=== Section Start ===
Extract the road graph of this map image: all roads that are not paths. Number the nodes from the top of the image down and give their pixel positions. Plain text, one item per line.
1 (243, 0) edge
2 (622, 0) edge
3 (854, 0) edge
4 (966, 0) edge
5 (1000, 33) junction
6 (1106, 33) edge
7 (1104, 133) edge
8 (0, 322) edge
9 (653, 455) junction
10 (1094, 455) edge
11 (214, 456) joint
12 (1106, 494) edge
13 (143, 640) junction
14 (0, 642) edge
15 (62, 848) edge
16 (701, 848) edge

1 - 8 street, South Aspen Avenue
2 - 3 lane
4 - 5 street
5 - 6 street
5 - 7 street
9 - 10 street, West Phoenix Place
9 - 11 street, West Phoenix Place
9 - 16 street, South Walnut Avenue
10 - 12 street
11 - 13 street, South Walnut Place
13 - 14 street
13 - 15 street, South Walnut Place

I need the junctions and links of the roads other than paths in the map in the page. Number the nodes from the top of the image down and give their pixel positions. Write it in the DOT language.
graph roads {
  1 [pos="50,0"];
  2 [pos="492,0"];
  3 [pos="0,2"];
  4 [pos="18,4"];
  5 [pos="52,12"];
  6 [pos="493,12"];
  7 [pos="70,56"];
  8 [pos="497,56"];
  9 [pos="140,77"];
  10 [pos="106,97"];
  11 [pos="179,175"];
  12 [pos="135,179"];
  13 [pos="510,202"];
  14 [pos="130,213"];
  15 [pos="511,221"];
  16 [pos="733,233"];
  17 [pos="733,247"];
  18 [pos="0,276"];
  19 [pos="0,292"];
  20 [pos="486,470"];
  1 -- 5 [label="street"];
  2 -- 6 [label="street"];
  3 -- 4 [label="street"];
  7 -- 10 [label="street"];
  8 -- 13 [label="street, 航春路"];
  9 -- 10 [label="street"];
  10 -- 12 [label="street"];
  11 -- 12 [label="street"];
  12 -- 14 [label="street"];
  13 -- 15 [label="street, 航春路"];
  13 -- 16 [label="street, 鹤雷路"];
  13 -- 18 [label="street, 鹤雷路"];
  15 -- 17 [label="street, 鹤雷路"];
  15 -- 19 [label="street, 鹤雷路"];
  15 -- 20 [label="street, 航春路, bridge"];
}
=== Section End ===
Directions :: In the answer, each entry from the listing must be transcribed exactly.

Exercise result ::
Extract the road graph of this map image: all roads that are not paths. Number the nodes from the top of the image down and give their pixel positions. Plain text, one item per line.
1 (243, 0) edge
2 (622, 0) edge
3 (854, 0) edge
4 (966, 0) edge
5 (1000, 33) junction
6 (1106, 33) edge
7 (1104, 133) edge
8 (0, 322) edge
9 (653, 455) junction
10 (1094, 455) edge
11 (214, 456) joint
12 (1106, 494) edge
13 (143, 640) junction
14 (0, 642) edge
15 (62, 848) edge
16 (701, 848) edge

1 - 8 street, South Aspen Avenue
2 - 3 lane
4 - 5 street
5 - 6 street
5 - 7 street
9 - 10 street, West Phoenix Place
9 - 11 street, West Phoenix Place
9 - 16 street, South Walnut Avenue
10 - 12 street
11 - 13 street, South Walnut Place
13 - 14 street
13 - 15 street, South Walnut Place

I need the junctions and links of the roads other than paths in the map in the page. Number the nodes from the top of the image down and give their pixel positions. Write it in the DOT language.
graph roads {
  1 [pos="50,0"];
  2 [pos="492,0"];
  3 [pos="0,2"];
  4 [pos="18,4"];
  5 [pos="52,12"];
  6 [pos="493,12"];
  7 [pos="70,56"];
  8 [pos="497,56"];
  9 [pos="140,77"];
  10 [pos="106,97"];
  11 [pos="179,175"];
  12 [pos="135,179"];
  13 [pos="510,202"];
  14 [pos="130,213"];
  15 [pos="511,221"];
  16 [pos="733,233"];
  17 [pos="733,247"];
  18 [pos="0,276"];
  19 [pos="0,292"];
  20 [pos="486,470"];
  1 -- 5 [label="street"];
  2 -- 6 [label="street"];
  3 -- 4 [label="street"];
  7 -- 10 [label="street"];
  8 -- 13 [label="street, 航春路"];
  9 -- 10 [label="street"];
  10 -- 12 [label="street"];
  11 -- 12 [label="street"];
  12 -- 14 [label="street"];
  13 -- 15 [label="street, 航春路"];
  13 -- 16 [label="street, 鹤雷路"];
  13 -- 18 [label="street, 鹤雷路"];
  15 -- 17 [label="street, 鹤雷路"];
  15 -- 19 [label="street, 鹤雷路"];
  15 -- 20 [label="street, 航春路, bridge"];
}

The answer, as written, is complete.